BOTOX® is a name recognized, by most of the general public, as an injectable filler, used for treating wrinkles, relaxing facial muscles, and smoothening the skin. Though, not many people are too familiar with its origin story, how it works, some of the other bodily issues it can correct, nor how it shaped modern medical practices.
The history of BOTOX® can be dated as far back as 1895, in Belgium, when a series of deaths were the result of some bad ham being served at a local pub. A Belgian bacteriologist named Emile Pierre van Ermengem investigated these incidents in his laboratory, discovering that a bacterium (called Bacillus Botulinus) had produced neurotoxins in the food, resulting in what is now called ‘food-borne botulism’. He published his findings in 1897, detailing his discovery of the bacteria’s neurotoxic chemical, which he named ‘Botulinum Neurotoxin’.
In the 1920s, scientists from the University of California attempted to isolate the toxin, although it was not successfully done until 1946, at which time it was completed by Dr.

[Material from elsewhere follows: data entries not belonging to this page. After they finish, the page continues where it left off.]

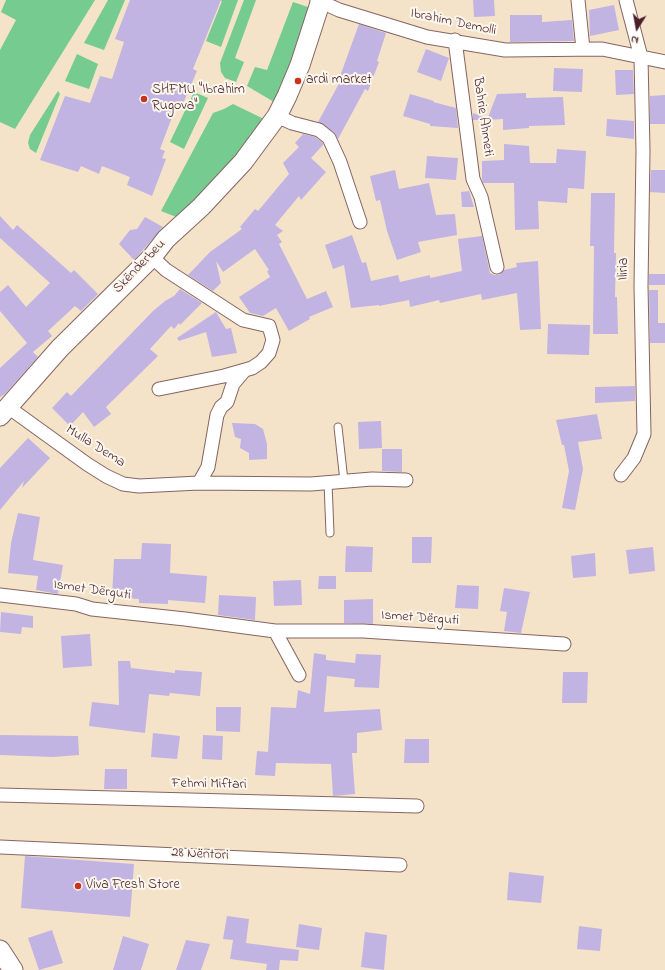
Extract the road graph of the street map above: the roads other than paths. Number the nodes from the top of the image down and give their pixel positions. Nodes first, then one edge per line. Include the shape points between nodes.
1 (578, 0) edge
2 (626, 0) edge
3 (320, 1) edge
4 (455, 40) junction
5 (583, 49) junction
6 (641, 57) junction
7 (665, 62) edge
8 (277, 116) junction
9 (360, 222) dead end
10 (152, 257) junction
11 (497, 267) dead end
12 (244, 371) junction
13 (159, 389) dead end
14 (4, 411) edge
15 (338, 427) dead end
16 (621, 475) dead end
17 (406, 480) dead end
18 (344, 481) junction
19 (198, 483) junction
20 (328, 483) junction
21 (330, 533) dead end
22 (0, 595) edge
23 (275, 631) junction
24 (564, 644) dead end
25 (299, 675) dead end
26 (0, 796) edge
27 (417, 806) dead end
28 (0, 848) edge
29 (400, 865) dead end
30 (0, 950) edge
31 (13, 970) edge

1 - 5 street
2 - 6 street
3 - 4 street, Ibrahim Demolli via 339,10 427,37
3 - 8 main road, Skënderbeu via 300,64
4 - 5 street, Ibrahim Demolli via 505,50
4 - 11 street, Bahrie Ahmeti via 473,179 481,197
5 - 6 street, Ibrahim Demolli via 602,49
6 - 7 street, Ibrahim Demolli
6 - 16 street, Iliria via 644,434 634,458
8 - 9 street via 319,130 329,138 340,162
8 - 10 main road, Skënderbeu via 243,162 201,207 166,239
10 - 12 street via 166,270 243,320 269,326 273,340 269,353 261,362
10 - 14 main road, Skënderbeu via 60,348
12 - 13 street
12 - 19 street via 233,384 227,402 217,415 208,467
14 - 19 street, Mulla Dema via 106,476 124,484 139,486
15 - 18 lane
17 - 18 street, Mulla Dema
18 - 20 street, Mulla Dema
19 - 20 street, Mulla Dema
20 - 21 lane
22 - 23 street, Ismet Dërguti
23 - 24 street, Ismet Dërguti via 363,631
23 - 25 street
26 - 27 street, Fehmi Miftari via 168,801 213,799
28 - 29 street, 28 Nëntori
30 - 31 main road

Edward J Schantz. By this time, they had created a synthesized version of the toxin, called Botulinum Toxin A, which is very safe for human consumption, and is the main ingredient of BOTOX®. But the first actual injection would not be performed until 1984, when an otolaryngologist, named Dr. Andrew Blitzer used it to treat his patient’s laryngeal dystonia. He was able to treat the patient by injecting the neurotoxin into their vocal cord muscles. A couple years later, Alastair Carruthers, a dermatologist, along with his wife, Jean Carruthers, an ophthalmologist, would become some of the first people to utilize Botulinum Toxin A for cosmetic use. Finally, by 2002, the FDA had approved BOTOX® for use in the cosmetic industry. Since then, over 1,000,000 vials have been sold.
How it is injected
BOTOX® is injected around 2 to 5 millimeters into the skin. Results should be visible by the first couple of days, but since it is only meant as a temporary procedure, the results typically last between 3 and 6 months. To maintain the appearance, people usually return for touch-ups, every now and again. Contrary to what some might believe, facial expressions are still able to be made.
Great for wrinkles
Wrinkles are formed overtime, through constant contraction of our facial muscles, such as when we smile or frown. When injected, BOTOX® is used to block muscles’ nerve signals, so they can relax and stop contracting. This causes current wrinkles to smoothen while also helping to slow the formation of newer lines. One of the most common issues that BOTOX® is frequently utilized to correct is crow’s feet. It also corrects jowls, forehead lines, furrowed brows, and frown lines. For the best BOTOX® results, you should entrust your skin to a professional, like New York top facial plastic surgeon, Dr. Andrew Jacono, who specializes in dermal filler injections.
Also used for other things
Not only is BOTOX® great for rejuvenating an aging face, but it also has a place in treating severe neck spasms, crossed eyes, an overactive bladder, excessive underarm sweating, and chronic migraines.
Severe neck spasms:
Severe, and sometimes painful, muscle retractions in the neck region that can be caused by dehydration, stress, improper posture, over exertion of the shoulder or neck region. BOTOX® can be injected to relax the tensed muscles.
A condition that stems from birth, crossed eyes affects as much as 4% of children. It can range from slightly offset eyesight to majorly obscured or hindered sight. BOTOX® is a commonly used, great option for treating this condition.
The number of people that this affects is difficult to calculate, with an estimated 43% of people. The groups affected most by this condition range from early-30s to mid-50s. BOTOX® injections can be utilized to reduce or eliminate the urge to use the restroom more than usual.
Excessive underarm sweating:
Roughly 5% of the population experiences excessive underarm sweating, but less than half have brought it forward to their physician. It is also great for sweaty palms.
These are becoming increasingly more frequent in the modern day. Approximately one in every four households have a member that is experiencing, or has experienced, this. This condition limits many aspects of daily life, most notably when at work or doing mentally demanding activities. It can be reduced via the injection of BOTOX®.